The crystal structures of TodX (PDB 3BRZ)25, TodX ΔS2, TodX ΔS2S3 and CymD were completed by adding in the missing residues using Modeller 9.02 (https://salilab.org/modeller/)47,48. In order to mimic its natural environment, the completed protein structure was then embedded in an equilibrated E.coli model outer membrane containing Ra-LPS molecules in the outer leaflet and a mixture of 1-palmitoyl 2-cis-vaccenic phosphatidylethanolamine, 1-palmitoyl 2-cis-vaccenic phosphatidylglycerol, and 1-palmitoyl 2-cis-vaccenic 3-palmitoyl 4-cis-vaccenic diphosphatidylglycerol (cardiolipin) in the ratio 18:1:1 in the inner leaflet49,50,51,52, developed by Piggot et al.53, using the g_membed protocol54. The Gromos 54a7 force-field was used55. The protein-membrane complex was solvated by the simple point charge (SPC) water model56 and neutralising counterions. To relax any steric conflicts within the system generated during set up, the system was subjected to energy minimisation of 1000 steps using the Steepest Descents method. An equilibration procedure followed in which the entire protein was subjected to positional restraints (with force constant 1000 kJ mol−1 nm−1) for 10 ns of MD, followed by 10 ns in which only the protein backbone was restrained. Visual molecular dynamics (VMD)57 was used as a tool to place benzene molecules around the entrance of TodX transporter for the initial simulations. Initial benzene location in subsequent simulations is explained where the specific methods for those simulations are discussed.
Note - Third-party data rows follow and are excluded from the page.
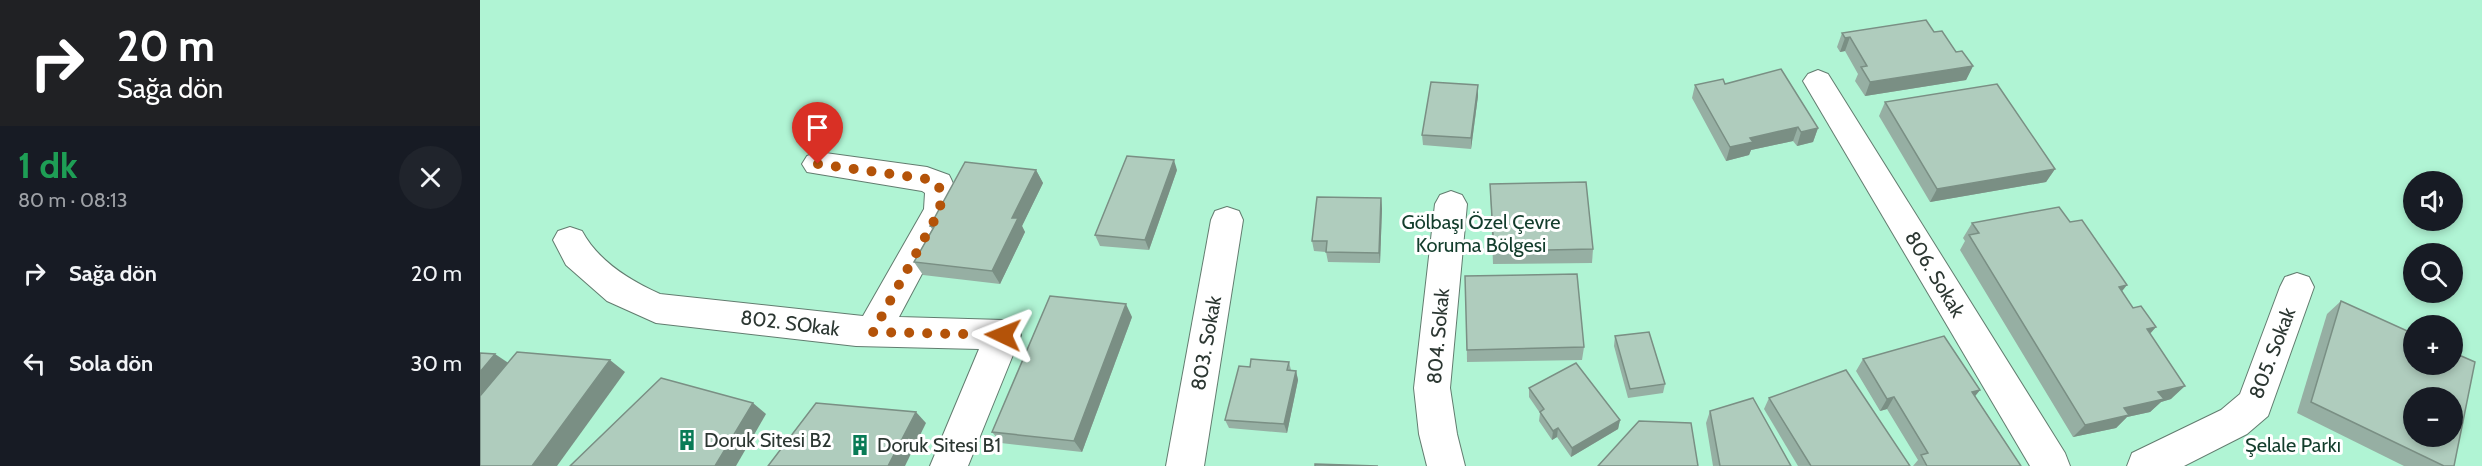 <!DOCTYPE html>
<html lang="tr">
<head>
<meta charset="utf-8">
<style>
	:root { --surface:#171b24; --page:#20242c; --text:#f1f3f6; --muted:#9ea1a6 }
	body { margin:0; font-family:Cabin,sans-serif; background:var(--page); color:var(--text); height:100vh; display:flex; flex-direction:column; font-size:22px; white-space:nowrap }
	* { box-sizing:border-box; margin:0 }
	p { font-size:20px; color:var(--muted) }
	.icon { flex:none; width:33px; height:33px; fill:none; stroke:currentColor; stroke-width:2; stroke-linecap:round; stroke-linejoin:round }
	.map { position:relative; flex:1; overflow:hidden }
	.drawer { display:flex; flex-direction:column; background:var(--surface); width:480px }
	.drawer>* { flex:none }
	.banner { background:#202124; color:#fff; overflow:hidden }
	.controls { position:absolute; left:1923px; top:171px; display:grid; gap:12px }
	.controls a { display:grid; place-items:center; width:60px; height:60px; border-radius:50%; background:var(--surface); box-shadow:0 3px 9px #0003; font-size:30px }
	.pin { position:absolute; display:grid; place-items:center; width:51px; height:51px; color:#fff; margin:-62px -26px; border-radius:50% 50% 50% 0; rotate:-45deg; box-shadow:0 0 6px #0007 }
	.pin .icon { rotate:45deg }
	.me { position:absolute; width:66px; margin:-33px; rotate:272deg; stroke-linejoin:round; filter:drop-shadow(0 0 4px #0008) }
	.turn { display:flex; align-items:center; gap:21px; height:126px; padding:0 18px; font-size:27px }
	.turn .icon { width:78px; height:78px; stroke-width:2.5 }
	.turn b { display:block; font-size:42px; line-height:51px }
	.round { display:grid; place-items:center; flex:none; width:63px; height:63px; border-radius:32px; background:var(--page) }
	.overview { display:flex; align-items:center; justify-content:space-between; height:102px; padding:0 18px }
	h1 { font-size:36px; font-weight:700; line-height:45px; color:#1e9e55 }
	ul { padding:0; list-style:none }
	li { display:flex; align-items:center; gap:18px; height:90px; padding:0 18px }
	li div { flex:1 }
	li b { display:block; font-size:22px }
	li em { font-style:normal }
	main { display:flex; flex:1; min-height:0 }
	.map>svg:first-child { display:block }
	.green { fill:#b0f4d4; fill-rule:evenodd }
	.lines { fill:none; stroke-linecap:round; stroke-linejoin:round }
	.minor-casing { stroke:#627c6f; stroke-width:2 }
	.minor { fill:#fff; fill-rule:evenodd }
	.wall { fill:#96afa3 }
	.shaded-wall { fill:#7a8f84 }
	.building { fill:#afccbd; stroke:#7a8f84; stroke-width:1.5; fill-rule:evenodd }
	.route { stroke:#b45309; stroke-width:10; stroke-dasharray:0 18 }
	.labels { text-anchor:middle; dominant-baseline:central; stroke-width:6; stroke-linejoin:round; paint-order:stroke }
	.park-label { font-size:20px; fill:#133d2c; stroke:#fff }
	.street-label { font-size:20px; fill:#2c3732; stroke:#fff }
	.poi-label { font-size:20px; fill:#2c3732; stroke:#fff; text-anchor:start }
</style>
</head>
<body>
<main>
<section class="drawer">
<div class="banner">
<div class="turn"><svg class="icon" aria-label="right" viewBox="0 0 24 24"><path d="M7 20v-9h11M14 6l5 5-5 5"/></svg><div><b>20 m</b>Sağa dön</div></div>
</div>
<div class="overview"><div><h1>1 dk</h1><p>80 m · 08:13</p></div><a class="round"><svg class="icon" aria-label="close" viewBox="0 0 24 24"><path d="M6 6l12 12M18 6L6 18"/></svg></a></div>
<ul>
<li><svg class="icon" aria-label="right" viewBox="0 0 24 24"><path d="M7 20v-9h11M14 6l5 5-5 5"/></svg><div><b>Sağa dön</b></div><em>20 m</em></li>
<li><svg class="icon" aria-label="left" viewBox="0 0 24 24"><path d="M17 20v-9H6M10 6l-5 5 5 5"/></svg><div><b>Sola dön</b></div><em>30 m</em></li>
</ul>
</section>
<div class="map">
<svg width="2002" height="466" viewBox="0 0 2002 466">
	<rect width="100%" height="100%" fill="#dcfaeb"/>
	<!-- green -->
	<path class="green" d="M0 0H2002V466H0ZM1934 182H1972V220H1934ZM1934 254H1972V292H1934ZM1934 326H1972V364H1934ZM1934 398H1972V436H1934Z"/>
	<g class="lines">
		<defs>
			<g id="minor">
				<path d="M1338 70 1348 74 1585 453 1590 466H1550L1323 81 1328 74Z"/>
				<path d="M338 152 447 167 469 175C476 188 477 196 476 210L419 317 523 320 535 324 541 335 488 466H450L499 349 376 346 176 323 127 301 86 265 73 240 78 231 90 227 102 231C118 261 149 280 180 294L383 316 444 209 445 193 442 191 327 172 322 164 327 156Z"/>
				<path d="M971 191 982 195 987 204 970 388 977 434 985 466H947L939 434 934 388 955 204 960 195Z"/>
				<path d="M747 207 759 211 763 220 724 466H686L731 220 735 211Z"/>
				<path d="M1817 273 1829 277 1834 287 1788 416 1767 434 1704 466H1647L1652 453 1741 410 1760 394 1800 287 1805 277Z"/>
			</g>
		</defs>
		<!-- minor casing -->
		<use href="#minor" class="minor-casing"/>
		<!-- minor -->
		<use href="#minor" class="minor"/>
	</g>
	<!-- wall -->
	<g class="wall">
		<path d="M1454 32 1493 66 1486 80 1385 96 1375 81 1378 74 1365 51 1360 52 1357 47 1362 33Z"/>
		<path d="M1245 84 1338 128 1333 142 1317 146 1313 141 1271 150 1269 155 1246 161 1212 98 1215 85Z"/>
		<path d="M998 96 991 149 943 145 942 135Z"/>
		<path d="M1405 102 1575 169 1566 182 1450 202 1399 116Z"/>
		<path d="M556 170 563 183 542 226 545 232 520 284 443 275 434 262 452 229 450 226Z"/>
		<path d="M697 170 669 250 620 246 615 235Z"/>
		<path d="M1010 184 1113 249 1112 263 1013 264Z"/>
		<path d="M901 198 902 209 900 263 848 262 846 252 834 251 832 241Z"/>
		<path d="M1492 223 1642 292 1653 308 1676 327 1670 334 1691 399 1681 402 1670 412 1647 417 1636 428 1593 437 1480 250 1485 241 1483 238Z"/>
		<path d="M986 289 1104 347 1102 360 987 362Z"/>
		<path d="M1861 301 1974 466H1924L1817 413 1847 314Z"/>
		<path d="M652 317 602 452 521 443 512 432Z"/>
		<path d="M1135 336 1185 384 1183 393 1148 398 1134 346Z"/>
		<path d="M1383 359 1500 390 1495 396 1541 466H1433L1438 460 1407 409 1400 411 1376 371Z"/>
		<path d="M809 362 811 370 816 371 818 380 807 433 749 428 745 420 770 367Z"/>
		<path d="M1049 388 1140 420 1138 429 1091 457 1077 437 1072 440 1059 421 1060 413 1049 397Z"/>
		<path d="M1289 398 1430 466H1318L1284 409Z"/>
		<path d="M1230 411 1311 466H1233L1226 423Z"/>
	</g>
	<!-- shaded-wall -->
	<g class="shaded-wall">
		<path d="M1370 37 1365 51 1360 52 1365 38Z"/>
		<path d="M1493 66 1486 80 1385 96 1390 82Z"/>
		<path d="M998 85V96L991 149V138Z"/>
		<path d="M1318 127 1313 141 1271 150 1269 155 1246 161 1250 147 1270 138Z"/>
		<path d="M1338 128 1333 142 1317 146 1321 132Z"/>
		<path d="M694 160 697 170 669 250 665 240Z"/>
		<path d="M1575 169 1566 182 1450 202 1457 189Z"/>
		<path d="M556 170 563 183 542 226 545 232 520 284 512 271 532 218Z"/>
		<path d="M901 198 902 209 900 263 899 253Z"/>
		<path d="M1647 285 1635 300 1639 287Z"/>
		<path d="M646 304 652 317 602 452 594 441Z"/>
		<path d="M1676 327 1663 341 1667 329Z"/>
		<path d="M15 354 33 366 0 406V372Z"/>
		<path d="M130 360 145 372 77 466H52Z"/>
		<path d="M816 371 818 380 807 433 804 424Z"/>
		<path d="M1705 386 1691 399 1681 402 1670 412 1647 417 1636 428 1593 437 1605 425 1678 392Z"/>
		<path d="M1500 390 1491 401 1492 392Z"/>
		<path d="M1414 397 1407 409 1400 411 1407 399Z"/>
		<path d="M273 403 286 414 256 466H235Z"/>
		<path d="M436 412 446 423 425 466H408Z"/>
		<path d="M1140 420 1138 429 1091 457 1092 448Z"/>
		<path d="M1078 428 1077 437 1072 440 1073 431Z"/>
	</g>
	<!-- building -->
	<g class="building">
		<path d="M1446 20 1454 32 1462 31 1476 52 1482 51 1493 66 1390 82 1381 67 1387 66 1370 37 1365 38 1362 33Z"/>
		<path d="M1301 69 1338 128 1321 132 1318 127 1270 138 1273 142 1250 147 1215 85 1243 79 1245 84Z"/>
		<path d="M951 82 998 85 991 138 942 135Z"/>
		<path d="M1517 84 1575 169 1457 189 1405 102Z"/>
		<path d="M647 156 694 160 665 240 615 235Z"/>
		<path d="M485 162 556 170 532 218H538L512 271 434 262 454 227 450 226Z"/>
		<path d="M1106 182 1113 249 1014 251 1010 184Z"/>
		<path d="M837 197 901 198 899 253 846 252 847 241H832Z"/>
		<path d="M1579 207 1590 222 1602 220 1647 285 1639 287 1653 308 1661 306 1676 327 1667 329 1705 386 1678 392 1684 399 1644 408 1649 415 1605 425 1489 235 1499 233 1492 223Z"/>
		<path d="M1097 274 1104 347 987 350 985 276Z"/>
		<path d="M570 296 646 304 594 441 512 432Z"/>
		<path d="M1861 301 1934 334V364H1972V352L1995 362 1974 466H1964L1831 402ZM1934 398H1972V436H1934Z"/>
		<path d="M1169 332 1185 384 1150 389 1135 336Z"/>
		<path d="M1464 336 1500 390 1492 392 1541 466H1447L1441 455 1448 453 1414 397 1407 399 1383 359Z"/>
		<path d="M37 352 130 360 52 466H0V396Z"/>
		<path d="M0 353 15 354 0 372Z"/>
		<path d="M771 359 809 362 807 370 816 371 804 424 745 420 759 366 770 367Z"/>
		<path d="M1096 363 1140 420 1092 448 1078 428 1073 431 1060 412 1064 409 1049 388Z"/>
		<path d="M1366 370 1430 466H1331L1289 398Z"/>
		<path d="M181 378 273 403 235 466H90Z"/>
		<path d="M1273 398 1311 466H1240L1230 411Z"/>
		<path d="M336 403 436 412 408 466H288Z"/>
		<path d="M1159 421 1211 423 1218 466H1118Z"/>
		<path d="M835 464 898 466H835Z"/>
	</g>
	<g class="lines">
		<!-- route -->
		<path class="route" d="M338 164 447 179 458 184 461 193 460 210 393 332 523 335"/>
	</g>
	<!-- icons -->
	<defs>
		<symbol id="building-bare" viewBox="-9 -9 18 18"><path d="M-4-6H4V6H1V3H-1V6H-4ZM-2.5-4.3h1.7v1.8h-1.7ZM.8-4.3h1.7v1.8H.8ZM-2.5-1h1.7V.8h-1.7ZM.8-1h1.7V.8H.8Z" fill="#097b56" stroke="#fff" stroke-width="2.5" paint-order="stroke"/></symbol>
	</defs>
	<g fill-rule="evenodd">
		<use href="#building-bare" x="192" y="425" width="30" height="30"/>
		<use href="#building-bare" x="365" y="430" width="30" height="30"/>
	</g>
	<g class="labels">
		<!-- park labels -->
		<g class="park-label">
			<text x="1001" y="222">Gölbaşı Özel Çevre<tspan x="1001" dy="23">Koruma Bölgesi</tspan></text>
			<text x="1813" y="445">Şelale Parkı</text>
		</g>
		<!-- street labels -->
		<g class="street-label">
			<text transform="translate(1455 274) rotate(59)">806. Sokak</text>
			<text transform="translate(310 323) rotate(7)">802. SOkak</text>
			<text transform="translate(958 336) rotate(-85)">804. Sokak</text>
			<text transform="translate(726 343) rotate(-80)">803. Sokak</text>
			<text transform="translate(1792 353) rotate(-69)">805. Sokak</text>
		</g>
		<!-- poi labels -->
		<g class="poi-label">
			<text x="224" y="440">Doruk Sitesi B2</text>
			<text x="397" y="445">Doruk Sitesi B1</text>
		</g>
	</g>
</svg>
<div class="controls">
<a><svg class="icon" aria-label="sound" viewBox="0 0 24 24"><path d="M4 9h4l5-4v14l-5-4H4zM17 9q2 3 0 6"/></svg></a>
<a><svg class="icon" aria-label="search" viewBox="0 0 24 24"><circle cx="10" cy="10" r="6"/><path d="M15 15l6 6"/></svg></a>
<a>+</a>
<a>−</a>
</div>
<div class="pin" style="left:338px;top:164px;background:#d93025"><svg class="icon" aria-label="arrive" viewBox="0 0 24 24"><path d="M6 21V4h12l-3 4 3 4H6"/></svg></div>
<svg class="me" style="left:523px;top:335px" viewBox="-20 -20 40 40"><path d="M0-17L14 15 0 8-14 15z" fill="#b45309" stroke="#fff" stroke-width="4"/></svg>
</div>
</main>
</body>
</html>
Equilibrium MD simulations

GROMACS 5.1.458 was employed for all simulations. The short-range electrostatic and vanderWaals cutoffs were set to 1.4 nm, whereas the long-range electrostatic interactions were treated using the particle mesh Ewald (PME) method59. All atoms were constrained using the LINCS algorithm60 to allow the time step of 2 fs. Temperature was kept at 310 K using the V-rescale thermostat61. To maintain a constant pressure at 1 atm, the Parrinello-Rahman barostat62 was applied with a time constant of 1 ps using semi-isotropic coupling. Equilibrium MD systems were run with at least two repeats, each starting with different initial velocities. The results were analysed using functions within the GROMACS package58. Molecular graphic images were prepared using both VMD and Pymol63.

Steered MD simulations

Constant velocity pulling simulations were performed along the ±Z direction (principle axis of the protein). The initial benzene position was extracted from the equilibrium MD simulations. A harmonic spring with force constant of 1000 kJ mol−1 nm−2 was attached to the benzene and pulled at a rate of 0.5 nm ns−1 for ~12 ns (six independent simulations were performed to calculate each force curve from steered MD simulations). The force constant and the pulling speed were chosen based on our previous work on arginine permeation through OprD64. Snapshots along the ±Z directions were then selected as initial starting points for umbrella sampling windows, such that they were separated by 0.1 nm between windows. Each window was initially equilibrated with a restraint on the benzene for 1 ns. Each equilibrated system was then subjected to 200 ns MD simulation by applying a harmonic biasing potential on the centre of mass of the benzene; a harmonic force constant of 1000 kJ mol−1 nm−2 was used to restrain the benzene along the Z direction, and no restraints were applied in the xy plane. In the case of insufficient sampling, the extra umbrella sampling windows were added based on visual inspection of histogram overlap. The PMF profiles were then computed using Weight Histogram Analysis Method (WHAM)65 as implemented within GROMACS. The estimated correlation time for each window and the Bayesian bootstrapping error of the PMF was also calculated using the built-in GROMACS tools66. The non-cyclised PMF profile is shown in Supplementary Fig. 6. Steered MD simulations in which the benzene was pulled out through the lateral gate were performed such that the benzene was restrained along a vector from the lateral gate of the protein to the outer membrane.

Reporting summary

Further information on research design is available in the Nature Research Reporting Summary linked to this article.